-- DATA UNDER STUDY follows --

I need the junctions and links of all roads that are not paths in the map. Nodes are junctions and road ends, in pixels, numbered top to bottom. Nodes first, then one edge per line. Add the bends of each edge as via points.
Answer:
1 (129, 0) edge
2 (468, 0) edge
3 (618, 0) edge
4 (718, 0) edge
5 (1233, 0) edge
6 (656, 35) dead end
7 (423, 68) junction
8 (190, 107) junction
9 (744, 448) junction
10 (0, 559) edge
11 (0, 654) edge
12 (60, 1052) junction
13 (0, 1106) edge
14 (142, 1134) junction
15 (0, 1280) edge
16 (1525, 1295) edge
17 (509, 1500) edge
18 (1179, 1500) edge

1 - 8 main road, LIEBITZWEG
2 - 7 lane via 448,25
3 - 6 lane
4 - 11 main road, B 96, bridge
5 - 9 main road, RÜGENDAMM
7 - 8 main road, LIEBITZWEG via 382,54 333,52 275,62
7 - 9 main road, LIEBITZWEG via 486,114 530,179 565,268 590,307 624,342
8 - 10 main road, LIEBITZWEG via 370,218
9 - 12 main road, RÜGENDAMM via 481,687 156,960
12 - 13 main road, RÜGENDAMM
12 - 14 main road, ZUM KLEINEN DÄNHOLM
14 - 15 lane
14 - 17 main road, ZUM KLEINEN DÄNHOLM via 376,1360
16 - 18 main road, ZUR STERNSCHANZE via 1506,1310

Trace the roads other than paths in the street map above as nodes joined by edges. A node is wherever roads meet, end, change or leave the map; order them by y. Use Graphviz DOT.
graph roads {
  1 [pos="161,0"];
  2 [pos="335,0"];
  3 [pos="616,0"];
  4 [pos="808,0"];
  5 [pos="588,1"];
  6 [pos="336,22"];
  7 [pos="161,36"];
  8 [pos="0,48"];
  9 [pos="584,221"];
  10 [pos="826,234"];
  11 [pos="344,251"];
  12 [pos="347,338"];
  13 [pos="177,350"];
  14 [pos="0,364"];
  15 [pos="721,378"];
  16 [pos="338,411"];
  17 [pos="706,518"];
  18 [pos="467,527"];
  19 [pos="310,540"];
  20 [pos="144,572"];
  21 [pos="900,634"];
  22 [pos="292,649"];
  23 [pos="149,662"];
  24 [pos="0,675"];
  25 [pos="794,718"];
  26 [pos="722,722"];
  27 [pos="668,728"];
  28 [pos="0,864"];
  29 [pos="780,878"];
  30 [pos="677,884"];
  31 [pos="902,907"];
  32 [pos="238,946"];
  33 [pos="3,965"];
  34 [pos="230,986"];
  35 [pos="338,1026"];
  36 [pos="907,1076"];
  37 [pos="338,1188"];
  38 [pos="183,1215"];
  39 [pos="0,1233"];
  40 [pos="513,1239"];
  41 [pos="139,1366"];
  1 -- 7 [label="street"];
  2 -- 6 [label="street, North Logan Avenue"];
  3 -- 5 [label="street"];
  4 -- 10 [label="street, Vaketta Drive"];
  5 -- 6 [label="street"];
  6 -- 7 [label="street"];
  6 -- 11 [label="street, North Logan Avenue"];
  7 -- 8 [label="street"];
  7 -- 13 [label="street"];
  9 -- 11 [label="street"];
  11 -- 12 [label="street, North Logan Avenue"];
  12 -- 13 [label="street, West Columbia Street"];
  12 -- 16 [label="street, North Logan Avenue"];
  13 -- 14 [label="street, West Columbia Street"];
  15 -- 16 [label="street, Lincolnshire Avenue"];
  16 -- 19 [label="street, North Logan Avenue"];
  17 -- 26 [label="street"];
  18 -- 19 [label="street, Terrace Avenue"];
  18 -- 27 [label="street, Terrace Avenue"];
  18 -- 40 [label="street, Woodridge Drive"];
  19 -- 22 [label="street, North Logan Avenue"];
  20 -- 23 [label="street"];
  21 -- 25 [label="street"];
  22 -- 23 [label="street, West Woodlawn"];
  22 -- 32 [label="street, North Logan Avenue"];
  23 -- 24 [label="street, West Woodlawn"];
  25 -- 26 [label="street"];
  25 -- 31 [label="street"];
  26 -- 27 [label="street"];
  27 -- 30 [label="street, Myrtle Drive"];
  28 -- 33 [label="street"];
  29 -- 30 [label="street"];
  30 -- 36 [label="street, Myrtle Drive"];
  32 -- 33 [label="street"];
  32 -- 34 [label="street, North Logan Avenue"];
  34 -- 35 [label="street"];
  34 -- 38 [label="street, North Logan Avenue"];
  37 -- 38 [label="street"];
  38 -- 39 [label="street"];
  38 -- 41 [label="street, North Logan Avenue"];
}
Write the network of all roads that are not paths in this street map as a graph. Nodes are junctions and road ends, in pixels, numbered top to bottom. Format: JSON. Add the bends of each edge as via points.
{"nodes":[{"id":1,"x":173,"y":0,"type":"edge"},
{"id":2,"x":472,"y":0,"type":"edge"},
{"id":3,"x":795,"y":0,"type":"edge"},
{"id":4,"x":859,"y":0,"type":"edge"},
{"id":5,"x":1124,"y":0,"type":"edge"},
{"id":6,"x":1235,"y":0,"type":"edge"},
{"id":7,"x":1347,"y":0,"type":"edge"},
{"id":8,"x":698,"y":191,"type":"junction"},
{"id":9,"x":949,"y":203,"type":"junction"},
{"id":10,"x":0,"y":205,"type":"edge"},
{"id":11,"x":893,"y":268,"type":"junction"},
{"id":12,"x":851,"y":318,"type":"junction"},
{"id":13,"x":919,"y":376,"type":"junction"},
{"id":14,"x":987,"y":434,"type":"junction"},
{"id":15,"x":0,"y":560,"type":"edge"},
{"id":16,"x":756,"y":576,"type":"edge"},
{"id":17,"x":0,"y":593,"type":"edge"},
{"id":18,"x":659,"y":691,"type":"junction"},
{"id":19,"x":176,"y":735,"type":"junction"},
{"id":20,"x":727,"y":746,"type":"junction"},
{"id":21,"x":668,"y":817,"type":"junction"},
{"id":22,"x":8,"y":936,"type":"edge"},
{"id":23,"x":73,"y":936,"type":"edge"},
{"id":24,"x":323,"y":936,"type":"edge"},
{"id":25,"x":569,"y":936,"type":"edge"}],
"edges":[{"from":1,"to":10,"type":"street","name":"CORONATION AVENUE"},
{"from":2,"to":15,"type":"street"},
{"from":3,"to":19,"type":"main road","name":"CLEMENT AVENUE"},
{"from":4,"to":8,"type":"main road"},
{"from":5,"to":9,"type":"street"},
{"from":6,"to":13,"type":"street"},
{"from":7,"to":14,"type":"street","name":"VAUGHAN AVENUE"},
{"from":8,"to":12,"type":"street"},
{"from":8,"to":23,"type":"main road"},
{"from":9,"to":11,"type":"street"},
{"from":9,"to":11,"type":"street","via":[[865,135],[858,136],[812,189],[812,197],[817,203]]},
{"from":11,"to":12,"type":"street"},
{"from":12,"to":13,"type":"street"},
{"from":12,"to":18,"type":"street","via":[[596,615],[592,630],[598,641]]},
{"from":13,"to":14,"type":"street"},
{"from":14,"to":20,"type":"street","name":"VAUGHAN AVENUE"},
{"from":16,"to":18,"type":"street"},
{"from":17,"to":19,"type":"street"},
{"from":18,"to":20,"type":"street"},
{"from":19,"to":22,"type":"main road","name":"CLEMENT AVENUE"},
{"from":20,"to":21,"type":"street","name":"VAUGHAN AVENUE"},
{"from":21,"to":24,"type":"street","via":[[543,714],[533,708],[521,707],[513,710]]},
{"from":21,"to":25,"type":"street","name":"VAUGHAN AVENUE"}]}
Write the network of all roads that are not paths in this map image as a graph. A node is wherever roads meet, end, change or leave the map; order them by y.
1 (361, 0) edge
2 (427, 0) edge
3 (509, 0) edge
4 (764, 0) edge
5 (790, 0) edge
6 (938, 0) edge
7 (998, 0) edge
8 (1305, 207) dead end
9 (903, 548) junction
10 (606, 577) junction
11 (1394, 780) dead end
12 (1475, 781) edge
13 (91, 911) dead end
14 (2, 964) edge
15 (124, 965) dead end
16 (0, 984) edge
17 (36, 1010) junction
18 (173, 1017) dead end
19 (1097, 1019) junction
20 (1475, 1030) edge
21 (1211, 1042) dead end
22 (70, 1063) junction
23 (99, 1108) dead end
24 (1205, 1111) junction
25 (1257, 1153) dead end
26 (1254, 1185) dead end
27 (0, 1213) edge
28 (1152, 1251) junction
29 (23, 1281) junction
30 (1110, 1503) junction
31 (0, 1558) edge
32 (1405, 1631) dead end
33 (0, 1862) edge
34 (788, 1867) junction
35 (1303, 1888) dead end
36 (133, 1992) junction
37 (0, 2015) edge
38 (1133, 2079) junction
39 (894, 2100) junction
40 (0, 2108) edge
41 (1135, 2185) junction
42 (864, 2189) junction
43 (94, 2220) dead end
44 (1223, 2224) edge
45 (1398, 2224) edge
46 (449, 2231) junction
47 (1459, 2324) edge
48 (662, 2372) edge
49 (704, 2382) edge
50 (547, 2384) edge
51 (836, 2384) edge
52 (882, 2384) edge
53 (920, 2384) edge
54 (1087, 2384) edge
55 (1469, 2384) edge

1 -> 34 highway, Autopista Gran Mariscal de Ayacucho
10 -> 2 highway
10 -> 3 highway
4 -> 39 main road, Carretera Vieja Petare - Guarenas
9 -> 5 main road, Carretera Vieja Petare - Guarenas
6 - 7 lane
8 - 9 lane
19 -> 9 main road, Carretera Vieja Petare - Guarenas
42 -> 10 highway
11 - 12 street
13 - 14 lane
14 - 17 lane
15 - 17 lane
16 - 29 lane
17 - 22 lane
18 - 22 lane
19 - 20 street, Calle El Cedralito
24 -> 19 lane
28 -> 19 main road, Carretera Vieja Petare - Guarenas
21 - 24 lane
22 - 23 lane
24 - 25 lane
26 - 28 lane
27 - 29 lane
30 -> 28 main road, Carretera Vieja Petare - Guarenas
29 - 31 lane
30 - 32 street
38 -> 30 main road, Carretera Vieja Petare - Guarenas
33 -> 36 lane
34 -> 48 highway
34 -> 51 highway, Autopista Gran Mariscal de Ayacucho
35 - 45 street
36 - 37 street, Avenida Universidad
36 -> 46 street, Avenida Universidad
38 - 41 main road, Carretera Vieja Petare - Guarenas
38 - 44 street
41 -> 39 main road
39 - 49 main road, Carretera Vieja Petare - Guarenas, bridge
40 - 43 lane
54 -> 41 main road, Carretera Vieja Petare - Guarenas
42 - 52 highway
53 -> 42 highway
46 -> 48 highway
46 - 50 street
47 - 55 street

-- DATA UNDER STUDY concluded --

In the entries above, which lines hold the word "Myrtle"? Copy them out.

ANSWER SECTION ->
  27 -- 30 [label="street, Myrtle Drive"];
  30 -- 36 [label="street, Myrtle Drive"];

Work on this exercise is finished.